[DIRECTIONS] Repeat every entry exactly. Pictures stay out.

[SOURCE INFORMATION]
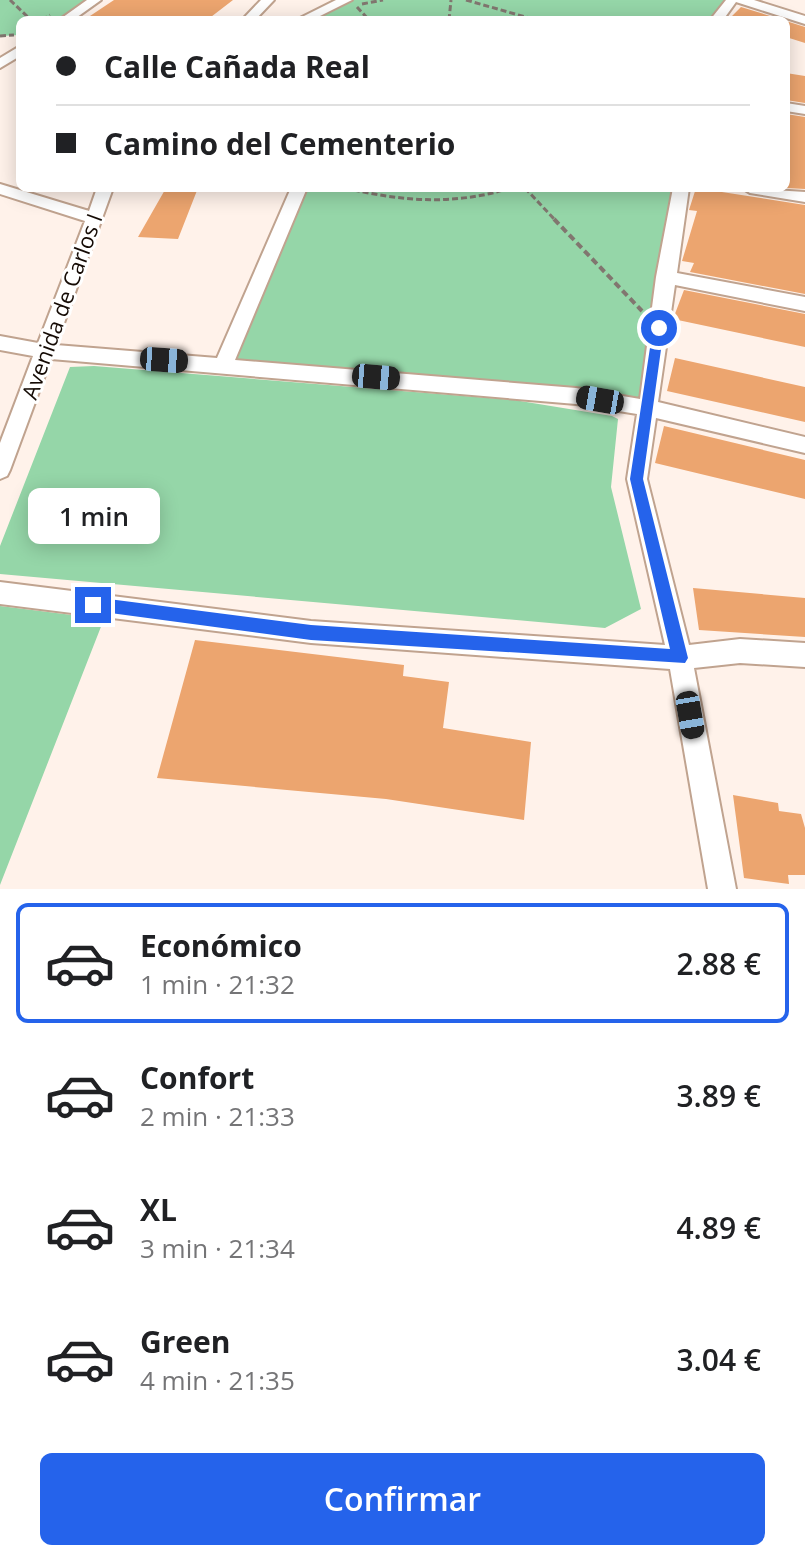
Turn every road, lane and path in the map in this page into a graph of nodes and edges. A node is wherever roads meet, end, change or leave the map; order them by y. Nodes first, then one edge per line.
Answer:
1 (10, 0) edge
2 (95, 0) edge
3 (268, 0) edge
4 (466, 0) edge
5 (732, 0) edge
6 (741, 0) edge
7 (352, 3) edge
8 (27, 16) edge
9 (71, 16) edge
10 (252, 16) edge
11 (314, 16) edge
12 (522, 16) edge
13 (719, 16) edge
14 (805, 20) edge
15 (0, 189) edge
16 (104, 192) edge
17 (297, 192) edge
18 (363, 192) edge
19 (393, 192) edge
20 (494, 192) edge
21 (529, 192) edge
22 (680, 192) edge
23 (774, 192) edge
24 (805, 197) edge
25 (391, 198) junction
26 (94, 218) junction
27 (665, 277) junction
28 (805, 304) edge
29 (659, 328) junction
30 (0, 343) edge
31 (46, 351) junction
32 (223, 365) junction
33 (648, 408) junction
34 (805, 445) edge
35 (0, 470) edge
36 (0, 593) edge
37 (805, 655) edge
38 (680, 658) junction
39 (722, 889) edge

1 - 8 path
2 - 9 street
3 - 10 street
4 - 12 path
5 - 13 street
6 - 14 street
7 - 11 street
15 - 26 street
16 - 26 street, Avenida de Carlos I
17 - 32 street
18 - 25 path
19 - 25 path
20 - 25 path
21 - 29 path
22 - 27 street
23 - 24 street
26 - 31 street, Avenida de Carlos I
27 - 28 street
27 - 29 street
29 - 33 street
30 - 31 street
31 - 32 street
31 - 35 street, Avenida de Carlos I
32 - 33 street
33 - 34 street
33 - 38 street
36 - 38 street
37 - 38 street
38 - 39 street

[RESULT]
Turn every road, lane and path in the map in this page into a graph of nodes and edges. A node is wherever roads meet, end, change or leave the map; order them by y. Nodes first, then one edge per line.
Answer:
1 (10, 0) edge
2 (95, 0) edge
3 (268, 0) edge
4 (466, 0) edge
5 (732, 0) edge
6 (741, 0) edge
7 (352, 3) edge
8 (27, 16) edge
9 (71, 16) edge
10 (252, 16) edge
11 (314, 16) edge
12 (522, 16) edge
13 (719, 16) edge
14 (805, 20) edge
15 (0, 189) edge
16 (104, 192) edge
17 (297, 192) edge
18 (363, 192) edge
19 (393, 192) edge
20 (494, 192) edge
21 (529, 192) edge
22 (680, 192) edge
23 (774, 192) edge
24 (805, 197) edge
25 (391, 198) junction
26 (94, 218) junction
27 (665, 277) junction
28 (805, 304) edge
29 (659, 328) junction
30 (0, 343) edge
31 (46, 351) junction
32 (223, 365) junction
33 (648, 408) junction
34 (805, 445) edge
35 (0, 470) edge
36 (0, 593) edge
37 (805, 655) edge
38 (680, 658) junction
39 (722, 889) edge

1 - 8 path
2 - 9 street
3 - 10 street
4 - 12 path
5 - 13 street
6 - 14 street
7 - 11 street
15 - 26 street
16 - 26 street, Avenida de Carlos I
17 - 32 street
18 - 25 path
19 - 25 path
20 - 25 path
21 - 29 path
22 - 27 street
23 - 24 street
26 - 31 street, Avenida de Carlos I
27 - 28 street
27 - 29 street
29 - 33 street
30 - 31 street
31 - 32 street
31 - 35 street, Avenida de Carlos I
32 - 33 street
33 - 34 street
33 - 38 street
36 - 38 street
37 - 38 street
38 - 39 street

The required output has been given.